Stored data:
::::::::
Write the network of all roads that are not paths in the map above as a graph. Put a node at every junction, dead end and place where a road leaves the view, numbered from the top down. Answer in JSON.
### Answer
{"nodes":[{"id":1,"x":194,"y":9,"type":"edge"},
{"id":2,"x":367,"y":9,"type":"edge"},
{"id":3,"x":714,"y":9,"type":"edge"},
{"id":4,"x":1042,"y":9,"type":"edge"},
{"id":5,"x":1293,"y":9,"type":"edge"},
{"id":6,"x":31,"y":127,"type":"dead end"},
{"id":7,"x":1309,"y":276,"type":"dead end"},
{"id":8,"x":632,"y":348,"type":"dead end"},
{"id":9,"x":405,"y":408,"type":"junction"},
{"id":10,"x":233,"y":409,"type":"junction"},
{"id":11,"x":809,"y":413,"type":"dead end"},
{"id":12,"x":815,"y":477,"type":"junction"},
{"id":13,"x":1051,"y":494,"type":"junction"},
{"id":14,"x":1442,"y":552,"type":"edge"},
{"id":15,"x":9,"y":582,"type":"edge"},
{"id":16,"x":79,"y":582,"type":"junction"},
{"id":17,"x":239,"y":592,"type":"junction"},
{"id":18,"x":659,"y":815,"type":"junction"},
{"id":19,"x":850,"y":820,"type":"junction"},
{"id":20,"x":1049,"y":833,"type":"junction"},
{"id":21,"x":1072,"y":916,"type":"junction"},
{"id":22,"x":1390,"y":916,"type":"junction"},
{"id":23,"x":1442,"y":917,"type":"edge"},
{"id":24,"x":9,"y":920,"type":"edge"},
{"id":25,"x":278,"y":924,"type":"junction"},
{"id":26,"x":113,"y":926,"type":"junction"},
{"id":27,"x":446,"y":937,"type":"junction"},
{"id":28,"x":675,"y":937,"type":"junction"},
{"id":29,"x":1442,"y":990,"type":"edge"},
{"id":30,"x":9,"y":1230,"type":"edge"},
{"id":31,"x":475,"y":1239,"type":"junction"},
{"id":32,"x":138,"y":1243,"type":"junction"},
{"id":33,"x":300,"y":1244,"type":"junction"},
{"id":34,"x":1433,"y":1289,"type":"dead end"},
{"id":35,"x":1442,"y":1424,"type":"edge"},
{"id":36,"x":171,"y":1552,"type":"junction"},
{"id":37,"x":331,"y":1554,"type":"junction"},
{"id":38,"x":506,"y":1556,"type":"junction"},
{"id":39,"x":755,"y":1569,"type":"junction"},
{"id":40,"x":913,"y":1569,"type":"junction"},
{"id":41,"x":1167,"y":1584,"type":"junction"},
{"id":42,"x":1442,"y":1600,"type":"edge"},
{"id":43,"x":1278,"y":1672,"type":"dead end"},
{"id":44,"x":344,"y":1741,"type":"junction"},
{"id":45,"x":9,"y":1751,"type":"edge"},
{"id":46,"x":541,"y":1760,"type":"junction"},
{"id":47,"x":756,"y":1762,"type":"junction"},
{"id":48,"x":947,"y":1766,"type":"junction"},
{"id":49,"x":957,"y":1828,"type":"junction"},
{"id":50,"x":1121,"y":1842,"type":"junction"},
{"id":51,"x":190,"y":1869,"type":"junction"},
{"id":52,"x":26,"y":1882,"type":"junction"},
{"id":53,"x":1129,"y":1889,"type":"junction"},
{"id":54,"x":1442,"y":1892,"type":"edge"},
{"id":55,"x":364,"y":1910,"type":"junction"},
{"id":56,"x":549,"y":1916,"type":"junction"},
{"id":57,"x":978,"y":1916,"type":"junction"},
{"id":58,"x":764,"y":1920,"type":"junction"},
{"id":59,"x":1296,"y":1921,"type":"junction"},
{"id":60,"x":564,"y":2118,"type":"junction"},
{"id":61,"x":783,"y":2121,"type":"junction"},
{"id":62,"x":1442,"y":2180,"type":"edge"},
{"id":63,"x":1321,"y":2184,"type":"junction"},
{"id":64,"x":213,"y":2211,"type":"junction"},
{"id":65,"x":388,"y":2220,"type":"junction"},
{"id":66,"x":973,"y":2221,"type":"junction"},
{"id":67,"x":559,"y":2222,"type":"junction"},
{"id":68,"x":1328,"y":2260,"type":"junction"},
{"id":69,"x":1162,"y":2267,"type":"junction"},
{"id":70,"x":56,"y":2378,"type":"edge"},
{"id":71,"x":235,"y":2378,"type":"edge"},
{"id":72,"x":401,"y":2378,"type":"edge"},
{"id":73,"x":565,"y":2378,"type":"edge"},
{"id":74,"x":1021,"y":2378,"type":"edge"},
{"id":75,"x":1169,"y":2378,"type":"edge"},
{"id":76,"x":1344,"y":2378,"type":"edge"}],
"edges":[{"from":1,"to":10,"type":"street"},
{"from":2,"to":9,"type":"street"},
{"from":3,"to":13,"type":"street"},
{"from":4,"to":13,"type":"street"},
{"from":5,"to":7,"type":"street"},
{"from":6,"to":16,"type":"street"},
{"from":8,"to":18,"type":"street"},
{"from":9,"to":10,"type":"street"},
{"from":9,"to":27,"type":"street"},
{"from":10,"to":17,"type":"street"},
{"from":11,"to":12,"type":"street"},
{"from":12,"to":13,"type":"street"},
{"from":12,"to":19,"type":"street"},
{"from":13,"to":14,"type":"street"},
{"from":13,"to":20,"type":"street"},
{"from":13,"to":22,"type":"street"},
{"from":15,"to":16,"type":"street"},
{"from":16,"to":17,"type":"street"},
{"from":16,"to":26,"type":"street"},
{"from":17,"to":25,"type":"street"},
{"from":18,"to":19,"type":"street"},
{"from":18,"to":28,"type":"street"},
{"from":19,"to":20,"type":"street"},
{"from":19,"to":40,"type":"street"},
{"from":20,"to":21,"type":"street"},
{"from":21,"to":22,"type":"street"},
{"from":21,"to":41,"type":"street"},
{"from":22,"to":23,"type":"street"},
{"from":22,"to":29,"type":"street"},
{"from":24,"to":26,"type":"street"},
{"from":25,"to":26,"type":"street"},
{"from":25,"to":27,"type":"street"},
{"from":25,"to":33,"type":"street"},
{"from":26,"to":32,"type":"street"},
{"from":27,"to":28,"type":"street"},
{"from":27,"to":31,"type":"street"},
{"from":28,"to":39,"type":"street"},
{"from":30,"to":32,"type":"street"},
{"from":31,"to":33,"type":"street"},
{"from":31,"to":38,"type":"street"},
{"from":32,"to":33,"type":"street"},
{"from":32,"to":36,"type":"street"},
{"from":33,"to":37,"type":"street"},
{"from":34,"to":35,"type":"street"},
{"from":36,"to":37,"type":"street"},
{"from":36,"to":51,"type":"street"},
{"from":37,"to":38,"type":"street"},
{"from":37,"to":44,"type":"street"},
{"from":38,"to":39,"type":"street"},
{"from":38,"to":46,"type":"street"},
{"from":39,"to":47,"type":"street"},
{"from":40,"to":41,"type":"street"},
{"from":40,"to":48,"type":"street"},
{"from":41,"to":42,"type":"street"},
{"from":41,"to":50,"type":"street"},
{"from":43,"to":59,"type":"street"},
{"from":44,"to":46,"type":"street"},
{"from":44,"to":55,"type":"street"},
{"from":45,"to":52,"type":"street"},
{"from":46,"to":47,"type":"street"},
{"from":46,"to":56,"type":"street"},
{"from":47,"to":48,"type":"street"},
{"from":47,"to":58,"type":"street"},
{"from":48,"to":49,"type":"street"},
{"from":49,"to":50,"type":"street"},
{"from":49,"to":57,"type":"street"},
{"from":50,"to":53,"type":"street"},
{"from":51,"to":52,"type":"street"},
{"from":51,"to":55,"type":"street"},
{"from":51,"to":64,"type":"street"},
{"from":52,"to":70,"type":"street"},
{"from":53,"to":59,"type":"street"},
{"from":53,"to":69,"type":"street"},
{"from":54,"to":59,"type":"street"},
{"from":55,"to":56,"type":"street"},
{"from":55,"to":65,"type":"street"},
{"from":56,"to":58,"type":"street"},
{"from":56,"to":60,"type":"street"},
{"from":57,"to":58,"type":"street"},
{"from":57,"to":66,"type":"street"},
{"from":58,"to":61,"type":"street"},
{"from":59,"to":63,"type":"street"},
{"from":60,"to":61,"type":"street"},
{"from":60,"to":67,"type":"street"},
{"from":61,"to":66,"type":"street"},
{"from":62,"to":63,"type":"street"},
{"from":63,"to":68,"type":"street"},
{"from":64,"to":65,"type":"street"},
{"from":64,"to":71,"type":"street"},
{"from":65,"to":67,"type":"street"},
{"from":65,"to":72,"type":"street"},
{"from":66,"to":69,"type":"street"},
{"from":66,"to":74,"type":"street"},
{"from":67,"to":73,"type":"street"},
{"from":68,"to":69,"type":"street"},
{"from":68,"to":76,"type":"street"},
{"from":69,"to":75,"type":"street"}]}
::::::::
● ACTIVITY
Pull out every line of the entries that includes the word "Answer".

● SOLVED EXERCISE
Write the network of all roads that are not paths in the map above as a graph. Put a node at every junction, dead end and place where a road leaves the view, numbered from the top down. Answer in JSON.
### Answer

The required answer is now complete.